Task to complete:
With no images included, output each entry below exactly as it appears.

[Data provided Boundary: Start]

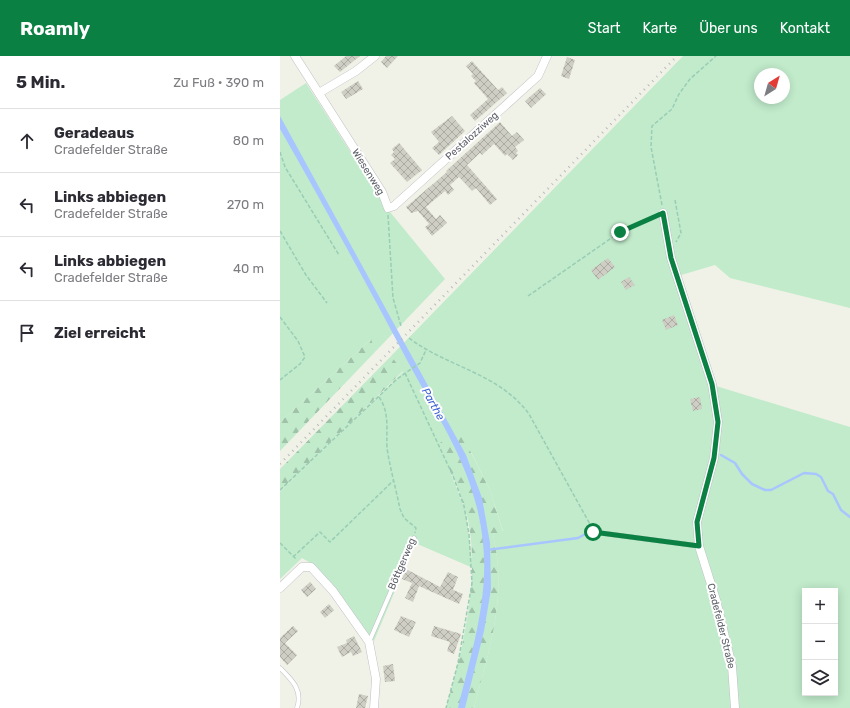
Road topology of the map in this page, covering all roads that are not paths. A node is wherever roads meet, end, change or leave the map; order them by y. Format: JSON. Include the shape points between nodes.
{"nodes":[{"id":1,"x":295,"y":56,"type":"edge"},
{"id":2,"x":375,"y":56,"type":"edge"},
{"id":3,"x":547,"y":56,"type":"edge"},
{"id":4,"x":319,"y":94,"type":"junction"},
{"id":5,"x":388,"y":208,"type":"joint"},
{"id":6,"x":663,"y":213,"type":"road end"},
{"id":7,"x":593,"y":532,"type":"road end"},
{"id":8,"x":414,"y":538,"type":"road end"},
{"id":9,"x":699,"y":546,"type":"junction"},
{"id":10,"x":280,"y":588,"type":"edge"},
{"id":11,"x":369,"y":642,"type":"junction"},
{"id":12,"x":280,"y":668,"type":"edge"},
{"id":13,"x":298,"y":708,"type":"edge"},
{"id":14,"x":374,"y":708,"type":"edge"},
{"id":15,"x":735,"y":708,"type":"edge"}],
"edges":[{"from":1,"to":4,"type":"street","name":"Wiesenweg"},
{"from":2,"to":4,"type":"street","via":[[356,72]]},
{"from":3,"to":5,"type":"street","name":"Pestalozziweg","via":[[538,76],[394,206]]},
{"from":4,"to":5,"type":"street","name":"Wiesenweg","via":[[382,192]]},
{"from":6,"to":9,"type":"street","name":"Cradefelder Straße","via":[[671,258],[712,384],[718,422],[714,458],[697,522]]},
{"from":7,"to":9,"type":"lane"},
{"from":8,"to":11,"type":"lane","name":"Böttgerweg"},
{"from":9,"to":15,"type":"street","name":"Cradefelder Straße","via":[[716,600],[732,666]]},
{"from":10,"to":11,"type":"street","via":[[307,567],[333,591]]},
{"from":11,"to":14,"type":"street","via":[[376,679]]},
{"from":12,"to":13,"type":"lane","via":[[296,686]]}]}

[Data provided Boundary: End]

Output for this exercise:
Road topology of the map in this page, covering all roads that are not paths. A node is wherever roads meet, end, change or leave the map; order them by y. Format: JSON. Include the shape points between nodes.
{"nodes":[{"id":1,"x":295,"y":56,"type":"edge"},
{"id":2,"x":375,"y":56,"type":"edge"},
{"id":3,"x":547,"y":56,"type":"edge"},
{"id":4,"x":319,"y":94,"type":"junction"},
{"id":5,"x":388,"y":208,"type":"joint"},
{"id":6,"x":663,"y":213,"type":"road end"},
{"id":7,"x":593,"y":532,"type":"road end"},
{"id":8,"x":414,"y":538,"type":"road end"},
{"id":9,"x":699,"y":546,"type":"junction"},
{"id":10,"x":280,"y":588,"type":"edge"},
{"id":11,"x":369,"y":642,"type":"junction"},
{"id":12,"x":280,"y":668,"type":"edge"},
{"id":13,"x":298,"y":708,"type":"edge"},
{"id":14,"x":374,"y":708,"type":"edge"},
{"id":15,"x":735,"y":708,"type":"edge"}],
"edges":[{"from":1,"to":4,"type":"street","name":"Wiesenweg"},
{"from":2,"to":4,"type":"street","via":[[356,72]]},
{"from":3,"to":5,"type":"street","name":"Pestalozziweg","via":[[538,76],[394,206]]},
{"from":4,"to":5,"type":"street","name":"Wiesenweg","via":[[382,192]]},
{"from":6,"to":9,"type":"street","name":"Cradefelder Straße","via":[[671,258],[712,384],[718,422],[714,458],[697,522]]},
{"from":7,"to":9,"type":"lane"},
{"from":8,"to":11,"type":"lane","name":"Böttgerweg"},
{"from":9,"to":15,"type":"street","name":"Cradefelder Straße","via":[[716,600],[732,666]]},
{"from":10,"to":11,"type":"street","via":[[307,567],[333,591]]},
{"from":11,"to":14,"type":"street","via":[[376,679]]},
{"from":12,"to":13,"type":"lane","via":[[296,686]]}]}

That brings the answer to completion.